Now we can train the model.

metrics = {'train': [],'valid': [],'loss': []}

for epoch in range(1):
    epoch_metrics = {'train': [],'valid': [],'loss': []}

    model.train()
    for idx, (image, label) in enumerate(train_dataloader):
        optimizer.zero_grad()
        prediction = model(image).view(-1, 5, 26)
        loss = compute_loss(prediction, label)
        loss.backward()
        optimizer.step()

        # use numpy to speed up comparisons
        predicted_labels = np.array(dataset.get_label_string(prediction))
        actual_labels = np.array(dataset.get_label_string(label))
        accuracy = (predicted_labels == actual_labels).sum() / prediction.shape[0]
        epoch_metrics['train'].append(accuracy)
        epoch_metrics['loss'].append(loss.item())

        print(f"Epoch {epoch+1} Batch {idx+1} Loss {loss.item():.2f} Accuracy {accuracy:.2f} ", end='\r')

    model.eval()
    for idx, (image, label) in enumerate(valid_dataloader):
        prediction = model(image).view(-1, 5, 26)
        predicted_labels = np.array(dataset.get_label_string(prediction))
        actual_labels = np.array(dataset.get_label_string(label))
        accuracy = (predicted_labels == actual_labels).sum() / prediction.shape[0]
        epoch_metrics['valid'].append(accuracy)

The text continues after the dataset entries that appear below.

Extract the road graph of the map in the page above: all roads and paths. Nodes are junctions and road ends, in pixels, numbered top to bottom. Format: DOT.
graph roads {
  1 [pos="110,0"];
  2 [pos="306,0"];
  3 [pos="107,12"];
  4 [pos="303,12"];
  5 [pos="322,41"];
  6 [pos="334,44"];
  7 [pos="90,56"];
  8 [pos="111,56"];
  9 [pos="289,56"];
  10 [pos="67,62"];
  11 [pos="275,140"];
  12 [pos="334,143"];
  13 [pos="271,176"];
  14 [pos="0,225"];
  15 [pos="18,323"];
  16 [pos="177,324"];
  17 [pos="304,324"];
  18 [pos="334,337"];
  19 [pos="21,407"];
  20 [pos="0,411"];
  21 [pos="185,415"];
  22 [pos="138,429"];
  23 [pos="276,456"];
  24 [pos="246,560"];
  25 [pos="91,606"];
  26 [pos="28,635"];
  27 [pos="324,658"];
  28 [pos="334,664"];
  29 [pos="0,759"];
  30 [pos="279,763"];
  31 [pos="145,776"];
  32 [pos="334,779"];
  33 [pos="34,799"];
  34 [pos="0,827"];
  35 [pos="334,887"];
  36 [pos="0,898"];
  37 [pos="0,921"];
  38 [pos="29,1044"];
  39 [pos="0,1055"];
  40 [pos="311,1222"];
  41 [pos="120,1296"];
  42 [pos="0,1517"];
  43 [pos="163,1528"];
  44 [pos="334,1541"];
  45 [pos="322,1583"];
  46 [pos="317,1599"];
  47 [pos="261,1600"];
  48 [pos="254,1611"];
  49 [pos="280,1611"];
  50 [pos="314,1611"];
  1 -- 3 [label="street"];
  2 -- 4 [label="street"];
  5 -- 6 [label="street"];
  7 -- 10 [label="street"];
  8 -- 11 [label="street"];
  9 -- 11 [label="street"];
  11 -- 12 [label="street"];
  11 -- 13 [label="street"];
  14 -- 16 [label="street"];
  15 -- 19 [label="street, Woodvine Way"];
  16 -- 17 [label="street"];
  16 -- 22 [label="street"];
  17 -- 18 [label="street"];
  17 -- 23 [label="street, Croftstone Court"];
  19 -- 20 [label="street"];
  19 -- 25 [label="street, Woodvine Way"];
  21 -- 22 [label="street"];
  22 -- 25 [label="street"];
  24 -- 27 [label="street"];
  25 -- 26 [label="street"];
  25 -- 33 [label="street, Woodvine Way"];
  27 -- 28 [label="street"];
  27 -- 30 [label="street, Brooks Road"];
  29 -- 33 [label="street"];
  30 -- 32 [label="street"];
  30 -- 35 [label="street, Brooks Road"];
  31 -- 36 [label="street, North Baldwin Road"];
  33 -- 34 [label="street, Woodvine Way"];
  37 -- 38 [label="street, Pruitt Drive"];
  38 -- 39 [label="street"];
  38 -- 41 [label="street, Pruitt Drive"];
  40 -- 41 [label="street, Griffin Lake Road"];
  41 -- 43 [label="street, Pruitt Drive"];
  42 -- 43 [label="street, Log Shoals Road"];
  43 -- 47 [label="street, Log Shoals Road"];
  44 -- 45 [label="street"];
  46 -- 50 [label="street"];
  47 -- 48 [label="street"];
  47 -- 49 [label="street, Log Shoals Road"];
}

    metrics['train'].extend(epoch_metrics['train'])
    metrics['valid'].extend(epoch_metrics['valid'])
    metrics['loss'].extend(epoch_metrics['loss'])
    print(f"Epoch {epoch+1} complete.")
    print(f"Training Loss: {np.mean(epoch_metrics['loss'][-1]):.2f}")
    print(f"Training Accuracy: {np.mean(epoch_metrics['train'][-1]):.2f}")
    print(f"Validation Accuracy: {np.mean(epoch_metrics['valid'][-1]):.2f}")

# save the model to disk
torch.save(model, "model")

# save the metrics
json.dump(metrics, open('metrics.json', 'w'))

Model Performance

Interfacing with the Website

Now that we have a working model, we just need to connect it to the challenge site. I used BeautifulSoup and requests to parse the HTML to get the image and send the solved captcha:

import base64
import string
from io import BytesIO

import requests
import torch
from PIL import Image
from bs4 import BeautifulSoup
from torchvision.transforms import ToTensor, Resize, Compose

mapping = {k: v for v, k in enumerate(string.ascii_uppercase)}
inv_mapping = {k: v for k, v in enumerate(string.ascii_uppercase)}


def get_label_string(label):
    batch = []
    for i in range(label.shape[0]):
        cur = []

        for row in range(label.shape[1]):
            max_idx = label[i][row].argmax()
            cur.append(inv_mapping[max_idx.item()])

        batch.append(''.join(cur))

    return batch


transform = Compose([Resize((224, 224)), ToTensor()])

# load the model
model = torch.load('model').eval()

def get_prediction(image):
    image = transform(Image.open(image)).cuda().view(1, 3, 224, 224)
    model_output = model(image).view(-1, 5, 26)
    return get_label_string(model_output)


s = requests.Session()

while True:
    resp = s.get('https://captcha.chal.uiuc.tf/')

    soup = BeautifulSoup(resp.content, 'html.parser')

    captcha_src = soup.find_all("img")[1]['src'][len('data:image/png;base64,'):]

    im = BytesIO()
    im.write(base64.b64decode(captcha_src))

    prediction = get_prediction(im)
    s.post('https://captcha.chal.uiuc.tf/', data={'captcha': prediction})

    print(soup.find_all("h2")[0], prediction, s.cookies)

We can run this script, and after 3-4 minutes, we get the flag:

Complete Source Code and Trained Models

Available here.

References

  1. He, Kaiming, et al. "Deep residual learning for image recognition." Proceedings of the IEEE conference on computer vision and pattern recognition. 2016.

  2. Li, Hao, et al. "Visualizing the loss landscape of neural nets." Advances in Neural Information Processing Systems. 2018.